Abstract

Because global climate change is closely connected to the consumption of fossil fuels on which the western way of life is based, we experience the thought of changing our behaviour to mitigate climate change as a moral dilemma. Therefore, our hopes are on a ‘technological fix’, which appears to evade tricky moral questions by finding a clean source of energy. This paper explores moral issues underneath the unproblematic appearance of this turn by looking into the relations between technological fixes, exploitation, and ethical extension. With the advent of fossil fuels in the late 19th and 20th century, the labour needed to provide the beneficiaries of the economy with goods largely shifted from the proletariat to the ‘nature worker’, the natural inputs which are consumed with the production of goods. This shift led to the emancipation of the proletariat, but it turned out to be at the expense of the global ecosystem. We now try to find a more sustainable nature-worker in order to unburden the ecosystem and avert a climate crisis. This framing sheds new insight in the dynamics of ethical extension. While ethical extension is typically understood as an intellectual development, the ideas of moral considerability appear to co-evolve with technological development and the negative side-effects of exploitation.
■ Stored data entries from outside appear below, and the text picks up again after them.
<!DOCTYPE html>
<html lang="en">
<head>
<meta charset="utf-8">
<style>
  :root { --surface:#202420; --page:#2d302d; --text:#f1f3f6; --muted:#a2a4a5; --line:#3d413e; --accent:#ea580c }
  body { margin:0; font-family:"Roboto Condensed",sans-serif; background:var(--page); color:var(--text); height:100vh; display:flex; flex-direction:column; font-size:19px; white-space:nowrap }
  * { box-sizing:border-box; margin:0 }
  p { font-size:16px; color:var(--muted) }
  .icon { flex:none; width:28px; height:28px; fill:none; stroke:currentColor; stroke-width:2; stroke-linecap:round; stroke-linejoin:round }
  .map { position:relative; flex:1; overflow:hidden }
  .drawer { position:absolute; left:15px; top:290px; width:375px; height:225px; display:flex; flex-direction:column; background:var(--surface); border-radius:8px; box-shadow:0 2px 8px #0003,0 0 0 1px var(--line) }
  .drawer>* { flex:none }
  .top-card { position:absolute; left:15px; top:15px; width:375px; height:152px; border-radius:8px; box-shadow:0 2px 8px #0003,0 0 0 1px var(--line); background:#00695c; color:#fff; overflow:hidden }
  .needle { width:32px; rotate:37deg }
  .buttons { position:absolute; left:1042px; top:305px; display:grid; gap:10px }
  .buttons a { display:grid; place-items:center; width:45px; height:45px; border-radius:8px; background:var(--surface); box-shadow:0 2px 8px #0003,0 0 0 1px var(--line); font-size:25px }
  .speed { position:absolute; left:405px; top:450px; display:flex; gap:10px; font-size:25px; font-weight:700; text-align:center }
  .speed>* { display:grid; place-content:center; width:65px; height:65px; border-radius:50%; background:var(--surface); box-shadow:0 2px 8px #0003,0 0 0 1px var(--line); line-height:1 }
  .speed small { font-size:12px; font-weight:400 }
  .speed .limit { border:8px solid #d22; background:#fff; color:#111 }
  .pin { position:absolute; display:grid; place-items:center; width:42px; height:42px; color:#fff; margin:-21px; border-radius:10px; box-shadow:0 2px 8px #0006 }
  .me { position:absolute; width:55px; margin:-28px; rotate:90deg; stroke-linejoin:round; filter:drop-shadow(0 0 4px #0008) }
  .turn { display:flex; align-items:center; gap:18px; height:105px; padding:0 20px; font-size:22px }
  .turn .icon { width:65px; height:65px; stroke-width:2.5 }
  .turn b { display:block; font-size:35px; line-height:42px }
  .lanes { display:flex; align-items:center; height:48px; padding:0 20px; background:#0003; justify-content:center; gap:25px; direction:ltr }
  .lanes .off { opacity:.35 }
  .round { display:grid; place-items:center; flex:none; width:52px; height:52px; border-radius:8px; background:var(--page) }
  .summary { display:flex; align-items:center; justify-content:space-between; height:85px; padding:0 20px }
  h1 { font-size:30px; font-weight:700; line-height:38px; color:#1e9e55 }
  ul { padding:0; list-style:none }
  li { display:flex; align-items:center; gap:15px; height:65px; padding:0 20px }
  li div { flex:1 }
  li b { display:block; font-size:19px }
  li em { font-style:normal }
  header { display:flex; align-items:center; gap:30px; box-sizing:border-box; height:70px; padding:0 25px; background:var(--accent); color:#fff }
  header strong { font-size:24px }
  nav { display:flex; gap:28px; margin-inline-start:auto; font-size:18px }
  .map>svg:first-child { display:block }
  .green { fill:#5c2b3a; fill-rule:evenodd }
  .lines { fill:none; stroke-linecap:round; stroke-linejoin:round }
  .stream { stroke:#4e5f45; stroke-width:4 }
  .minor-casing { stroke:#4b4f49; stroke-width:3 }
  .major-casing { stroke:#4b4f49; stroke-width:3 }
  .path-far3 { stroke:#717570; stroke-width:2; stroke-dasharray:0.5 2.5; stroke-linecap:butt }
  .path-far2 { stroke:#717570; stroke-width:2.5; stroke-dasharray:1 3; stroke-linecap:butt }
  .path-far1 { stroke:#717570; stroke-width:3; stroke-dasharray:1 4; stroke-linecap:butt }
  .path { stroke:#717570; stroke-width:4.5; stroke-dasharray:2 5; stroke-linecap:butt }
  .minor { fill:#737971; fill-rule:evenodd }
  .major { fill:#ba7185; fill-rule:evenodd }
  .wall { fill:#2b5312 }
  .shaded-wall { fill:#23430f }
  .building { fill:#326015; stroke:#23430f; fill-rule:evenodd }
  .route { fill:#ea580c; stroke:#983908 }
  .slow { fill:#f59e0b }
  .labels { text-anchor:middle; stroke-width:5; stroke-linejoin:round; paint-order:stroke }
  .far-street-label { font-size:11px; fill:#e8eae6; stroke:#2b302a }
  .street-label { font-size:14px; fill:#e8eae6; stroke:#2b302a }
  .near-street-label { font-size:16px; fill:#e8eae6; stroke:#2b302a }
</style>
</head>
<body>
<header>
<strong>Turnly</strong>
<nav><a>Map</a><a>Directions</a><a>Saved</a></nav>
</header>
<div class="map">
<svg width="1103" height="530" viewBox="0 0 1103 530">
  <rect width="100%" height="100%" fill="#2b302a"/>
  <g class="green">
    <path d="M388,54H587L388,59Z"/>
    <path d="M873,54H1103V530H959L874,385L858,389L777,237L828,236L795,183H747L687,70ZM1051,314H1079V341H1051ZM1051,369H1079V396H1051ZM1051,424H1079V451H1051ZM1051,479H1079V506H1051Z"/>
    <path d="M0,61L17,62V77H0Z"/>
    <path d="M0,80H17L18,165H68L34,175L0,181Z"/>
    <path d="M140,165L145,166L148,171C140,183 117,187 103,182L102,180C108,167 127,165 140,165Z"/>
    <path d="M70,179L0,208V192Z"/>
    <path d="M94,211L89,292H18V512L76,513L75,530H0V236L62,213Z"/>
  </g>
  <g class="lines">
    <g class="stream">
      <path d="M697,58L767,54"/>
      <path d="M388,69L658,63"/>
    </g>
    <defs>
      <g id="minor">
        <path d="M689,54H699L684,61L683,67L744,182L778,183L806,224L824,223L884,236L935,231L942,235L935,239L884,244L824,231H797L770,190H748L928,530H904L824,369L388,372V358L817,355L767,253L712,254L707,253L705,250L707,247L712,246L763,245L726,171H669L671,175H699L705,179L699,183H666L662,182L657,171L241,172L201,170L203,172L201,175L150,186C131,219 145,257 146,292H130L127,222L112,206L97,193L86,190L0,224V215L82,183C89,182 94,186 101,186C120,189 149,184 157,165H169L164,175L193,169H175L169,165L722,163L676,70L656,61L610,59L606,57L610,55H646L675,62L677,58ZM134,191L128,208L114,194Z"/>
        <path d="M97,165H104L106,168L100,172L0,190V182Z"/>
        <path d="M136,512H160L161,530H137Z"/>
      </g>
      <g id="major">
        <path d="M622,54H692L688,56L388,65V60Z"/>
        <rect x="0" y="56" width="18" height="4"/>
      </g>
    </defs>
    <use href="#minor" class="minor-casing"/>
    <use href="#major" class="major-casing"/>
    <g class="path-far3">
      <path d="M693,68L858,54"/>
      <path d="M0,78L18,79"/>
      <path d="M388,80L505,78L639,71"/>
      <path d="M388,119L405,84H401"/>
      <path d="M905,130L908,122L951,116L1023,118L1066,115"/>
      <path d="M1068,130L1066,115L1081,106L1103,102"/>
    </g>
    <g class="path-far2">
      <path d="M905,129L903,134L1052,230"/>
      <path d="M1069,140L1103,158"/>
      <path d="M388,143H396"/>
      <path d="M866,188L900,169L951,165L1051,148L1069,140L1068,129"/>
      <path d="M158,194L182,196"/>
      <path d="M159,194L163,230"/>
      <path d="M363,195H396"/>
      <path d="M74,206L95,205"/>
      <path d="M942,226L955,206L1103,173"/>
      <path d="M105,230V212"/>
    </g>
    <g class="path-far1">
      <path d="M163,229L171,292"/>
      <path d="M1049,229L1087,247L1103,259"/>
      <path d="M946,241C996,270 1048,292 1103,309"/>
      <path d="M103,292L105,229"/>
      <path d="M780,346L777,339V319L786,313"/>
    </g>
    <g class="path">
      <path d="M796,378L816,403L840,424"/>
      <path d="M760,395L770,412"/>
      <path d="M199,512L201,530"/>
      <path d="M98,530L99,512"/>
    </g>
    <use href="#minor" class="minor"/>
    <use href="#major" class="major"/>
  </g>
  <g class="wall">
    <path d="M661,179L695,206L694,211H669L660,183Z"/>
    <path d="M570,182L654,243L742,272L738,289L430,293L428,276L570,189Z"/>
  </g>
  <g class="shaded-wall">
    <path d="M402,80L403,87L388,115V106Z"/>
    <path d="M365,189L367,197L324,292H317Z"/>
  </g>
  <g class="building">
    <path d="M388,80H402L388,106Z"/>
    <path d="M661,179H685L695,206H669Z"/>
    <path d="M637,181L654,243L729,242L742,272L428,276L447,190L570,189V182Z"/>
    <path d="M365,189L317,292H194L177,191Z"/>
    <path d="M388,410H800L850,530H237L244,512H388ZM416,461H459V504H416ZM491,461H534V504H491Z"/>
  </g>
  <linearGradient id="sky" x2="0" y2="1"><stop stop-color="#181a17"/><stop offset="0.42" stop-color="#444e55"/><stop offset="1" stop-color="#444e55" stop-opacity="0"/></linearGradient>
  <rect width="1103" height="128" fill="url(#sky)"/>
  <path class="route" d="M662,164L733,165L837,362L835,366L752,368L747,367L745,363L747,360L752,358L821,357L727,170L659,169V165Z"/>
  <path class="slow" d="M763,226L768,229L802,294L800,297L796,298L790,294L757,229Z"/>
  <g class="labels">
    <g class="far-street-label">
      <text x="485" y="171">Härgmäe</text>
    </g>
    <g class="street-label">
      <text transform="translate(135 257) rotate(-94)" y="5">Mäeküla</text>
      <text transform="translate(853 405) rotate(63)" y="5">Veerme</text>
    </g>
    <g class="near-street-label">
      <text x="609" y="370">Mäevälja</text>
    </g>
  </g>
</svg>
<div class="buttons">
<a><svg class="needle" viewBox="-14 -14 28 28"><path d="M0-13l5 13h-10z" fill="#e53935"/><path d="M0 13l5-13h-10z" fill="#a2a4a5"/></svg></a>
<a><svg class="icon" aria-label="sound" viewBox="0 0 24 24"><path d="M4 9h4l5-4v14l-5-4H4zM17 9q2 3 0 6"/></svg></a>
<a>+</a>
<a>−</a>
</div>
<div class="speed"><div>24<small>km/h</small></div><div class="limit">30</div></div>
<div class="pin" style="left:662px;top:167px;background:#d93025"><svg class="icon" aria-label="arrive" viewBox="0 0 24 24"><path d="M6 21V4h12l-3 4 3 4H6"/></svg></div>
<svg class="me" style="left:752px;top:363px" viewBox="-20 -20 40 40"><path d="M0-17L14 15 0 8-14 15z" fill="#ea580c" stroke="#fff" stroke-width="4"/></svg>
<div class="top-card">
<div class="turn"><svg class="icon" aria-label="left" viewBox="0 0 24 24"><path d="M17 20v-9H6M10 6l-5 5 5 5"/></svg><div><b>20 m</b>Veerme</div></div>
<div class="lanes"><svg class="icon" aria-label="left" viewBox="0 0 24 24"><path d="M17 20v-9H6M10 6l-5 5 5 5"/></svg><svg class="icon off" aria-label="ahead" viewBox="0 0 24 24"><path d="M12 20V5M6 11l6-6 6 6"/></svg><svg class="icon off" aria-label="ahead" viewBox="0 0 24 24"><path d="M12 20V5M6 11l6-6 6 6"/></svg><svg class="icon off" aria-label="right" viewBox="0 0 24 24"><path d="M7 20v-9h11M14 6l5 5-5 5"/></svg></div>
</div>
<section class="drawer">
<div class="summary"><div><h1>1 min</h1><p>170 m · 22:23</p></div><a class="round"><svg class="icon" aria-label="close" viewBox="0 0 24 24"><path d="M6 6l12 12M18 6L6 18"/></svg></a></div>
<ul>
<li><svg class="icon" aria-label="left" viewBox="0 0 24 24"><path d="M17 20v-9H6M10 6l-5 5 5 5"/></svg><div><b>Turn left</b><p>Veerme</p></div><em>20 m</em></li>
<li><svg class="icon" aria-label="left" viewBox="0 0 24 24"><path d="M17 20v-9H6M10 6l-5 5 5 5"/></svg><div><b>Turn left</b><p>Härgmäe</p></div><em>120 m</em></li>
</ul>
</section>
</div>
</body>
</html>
The extension of the moral community tends to coincide with the exploitation of a new object. This will in time lead to new issues which are only solvable by finding yet another object to exploit. This perspective leads us to conclude that while technological fixes appear to evade moral dilemmas, they merely shift them to another level. If we mitigate climate change by rebuilding the economy around highly efficient algae to produce fuel and base materials, we ought to look into the issues that may be on the horizon.